_WORK TO BE COMPLETED_.
Make a tally of the lines in the records that include the string "Panorámica", and give only that number.

_Source data_.

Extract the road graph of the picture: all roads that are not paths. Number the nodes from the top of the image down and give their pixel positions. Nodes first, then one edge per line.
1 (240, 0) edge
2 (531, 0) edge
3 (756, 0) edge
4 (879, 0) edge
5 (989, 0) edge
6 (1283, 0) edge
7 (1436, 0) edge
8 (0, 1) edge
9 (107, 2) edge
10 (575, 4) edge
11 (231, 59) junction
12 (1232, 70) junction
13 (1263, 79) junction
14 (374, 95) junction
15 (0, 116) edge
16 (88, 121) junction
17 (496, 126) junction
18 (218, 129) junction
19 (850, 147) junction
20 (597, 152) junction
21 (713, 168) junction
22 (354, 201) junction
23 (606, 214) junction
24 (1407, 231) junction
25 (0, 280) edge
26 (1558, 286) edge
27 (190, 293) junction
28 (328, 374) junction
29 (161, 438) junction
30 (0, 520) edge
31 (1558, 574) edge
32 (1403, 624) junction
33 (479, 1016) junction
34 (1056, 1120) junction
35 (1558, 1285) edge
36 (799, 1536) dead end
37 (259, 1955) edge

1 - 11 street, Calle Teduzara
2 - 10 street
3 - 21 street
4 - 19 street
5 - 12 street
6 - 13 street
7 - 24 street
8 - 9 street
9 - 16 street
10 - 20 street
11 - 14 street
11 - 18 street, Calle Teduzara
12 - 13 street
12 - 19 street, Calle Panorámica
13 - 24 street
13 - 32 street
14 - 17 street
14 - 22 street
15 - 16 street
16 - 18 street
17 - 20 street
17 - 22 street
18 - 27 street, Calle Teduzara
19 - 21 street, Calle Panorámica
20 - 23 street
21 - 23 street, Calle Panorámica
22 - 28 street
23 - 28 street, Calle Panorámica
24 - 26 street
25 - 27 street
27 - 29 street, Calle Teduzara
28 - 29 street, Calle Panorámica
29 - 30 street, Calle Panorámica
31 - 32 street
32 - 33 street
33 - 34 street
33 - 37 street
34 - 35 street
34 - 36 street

_SOLUTION TO THIS PROBLEM_.
6